▶ _Material supplied_
%%
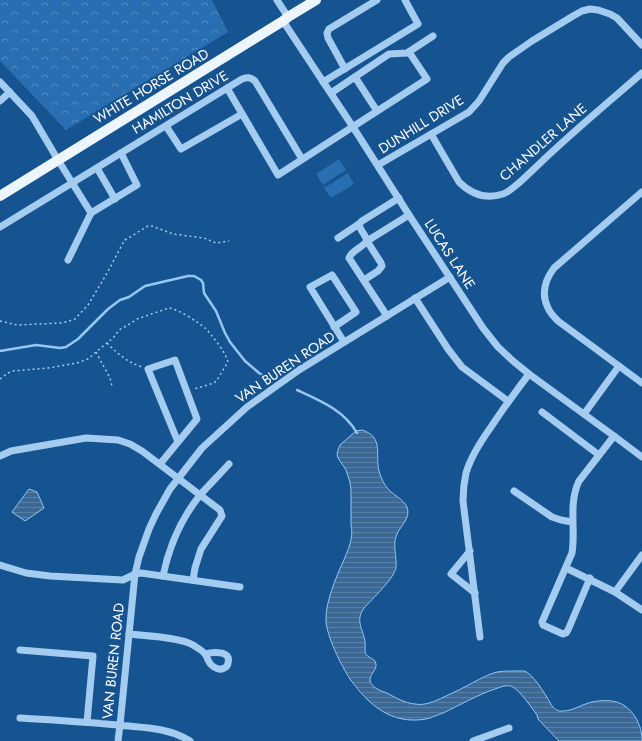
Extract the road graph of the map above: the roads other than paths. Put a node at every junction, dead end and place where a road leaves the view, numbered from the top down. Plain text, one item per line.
1 (277, 0) edge
2 (316, 0) edge
3 (377, 0) edge
4 (405, 0) edge
5 (285, 20) junction
6 (433, 36) dead end
7 (642, 45) edge
8 (409, 52) junction
9 (345, 69) junction
10 (642, 73) edge
11 (355, 77) junction
12 (0, 82) edge
13 (323, 82) junction
14 (227, 88) junction
15 (10, 92) junction
16 (331, 93) junction
17 (0, 101) edge
18 (377, 111) junction
19 (242, 114) junction
20 (166, 126) junction
21 (353, 126) junction
22 (431, 134) junction
23 (121, 153) junction
24 (302, 159) junction
25 (58, 160) junction
26 (378, 166) junction
27 (97, 168) junction
28 (72, 183) junction
29 (642, 192) edge
30 (0, 196) edge
31 (399, 198) junction
32 (115, 199) junction
33 (91, 213) junction
34 (409, 215) junction
35 (359, 224) junction
36 (0, 227) edge
37 (338, 238) dead end
38 (367, 241) junction
39 (68, 260) dead end
40 (450, 277) junction
41 (364, 280) junction
42 (415, 298) junction
43 (387, 316) junction
44 (334, 327) junction
45 (344, 342) junction
46 (619, 366) junction
47 (529, 374) junction
48 (642, 383) edge
49 (508, 401) junction
50 (542, 412) dead end
51 (584, 414) junction
52 (614, 436) junction
53 (178, 442) junction
54 (599, 455) junction
55 (0, 456) edge
56 (642, 457) edge
57 (160, 464) junction
58 (229, 464) dead end
59 (178, 478) junction
60 (514, 491) dead end
61 (201, 495) junction
62 (572, 522) junction
63 (470, 551) junction
64 (642, 555) edge
65 (0, 565) edge
66 (566, 568) junction
67 (135, 574) junction
68 (163, 576) junction
69 (590, 578) junction
70 (193, 580) junction
71 (240, 587) dead end
72 (615, 592) junction
73 (475, 593) junction
74 (642, 610) edge
75 (129, 634) junction
76 (480, 637) dead end
77 (20, 650) dead end
78 (205, 654) dead end
79 (20, 718) dead end
80 (87, 722) junction
81 (120, 725) junction
82 (509, 728) dead end
83 (118, 741) edge
84 (190, 741) edge
85 (472, 741) edge

1 - 5 street, LUCAS LANE
2 - 5 main road, WHITE HORSE ROAD
3 - 9 street
4 - 9 street
5 - 13 street, LUCAS LANE
5 - 25 main road, WHITE HORSE ROAD
6 - 8 street
7 - 22 street, DUNHILL DRIVE
8 - 11 street
8 - 18 street
9 - 13 street
10 - 22 street, CHANDLER LANE
11 - 16 street
11 - 18 street
12 - 15 street
13 - 16 street, LUCAS LANE
14 - 19 street
14 - 20 street, HAMILTON DRIVE
14 - 24 street, HAMILTON DRIVE
15 - 17 street
15 - 25 street
16 - 21 street, LUCAS LANE
18 - 21 street
19 - 20 street
19 - 24 street
20 - 23 street, HAMILTON DRIVE
21 - 24 street
21 - 26 street, LUCAS LANE
22 - 26 street, DUNHILL DRIVE
23 - 27 street, HAMILTON DRIVE
23 - 32 street
25 - 28 street
25 - 30 main road, WHITE HORSE ROAD
26 - 31 street, LUCAS LANE
27 - 28 street, HAMILTON DRIVE
27 - 32 street
28 - 33 street
28 - 36 street, HAMILTON DRIVE
29 - 46 street
31 - 34 street, LUCAS LANE
31 - 35 street
32 - 33 street
33 - 39 street
34 - 38 street
34 - 40 street, LUCAS LANE
35 - 37 street
35 - 38 street
38 - 41 street
38 - 41 street
40 - 42 street, VAN BUREN ROAD
40 - 47 street, LUCAS LANE
41 - 43 street
42 - 43 street, VAN BUREN ROAD
42 - 49 street
43 - 45 street, VAN BUREN ROAD
44 - 44 street
44 - 45 street
45 - 59 street, VAN BUREN ROAD
46 - 48 street
46 - 51 street
47 - 49 street
47 - 51 street, LUCAS LANE
49 - 63 street
50 - 54 street
51 - 52 street, LUCAS LANE
52 - 54 street
52 - 56 street, LUCAS LANE
53 - 53 street
53 - 57 street
54 - 62 street
55 - 57 street
57 - 59 street
58 - 61 street
59 - 61 street
59 - 67 street, VAN BUREN ROAD
60 - 62 street
61 - 68 street
61 - 70 street
62 - 66 street
63 - 73 street
63 - 73 street
64 - 72 street
65 - 67 street
66 - 69 street
66 - 69 street
67 - 68 street
67 - 75 street, VAN BUREN ROAD
68 - 70 street
69 - 72 street
70 - 71 street
72 - 74 street
73 - 76 street
75 - 78 street
75 - 81 street, VAN BUREN ROAD
77 - 80 street
79 - 80 street
80 - 81 street
81 - 83 street, VAN BUREN ROAD
81 - 84 street
82 - 85 street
%%
▶ _What to work on_
Read the entries above, then pull out the lines that include "LUCAS".

▶ _Solution below_
1 - 5 street, LUCAS LANE
5 - 13 street, LUCAS LANE
13 - 16 street, LUCAS LANE
16 - 21 street, LUCAS LANE
21 - 26 street, LUCAS LANE
26 - 31 street, LUCAS LANE
31 - 34 street, LUCAS LANE
34 - 40 street, LUCAS LANE
40 - 47 street, LUCAS LANE
47 - 51 street, LUCAS LANE
51 - 52 street, LUCAS LANE
52 - 56 street, LUCAS LANE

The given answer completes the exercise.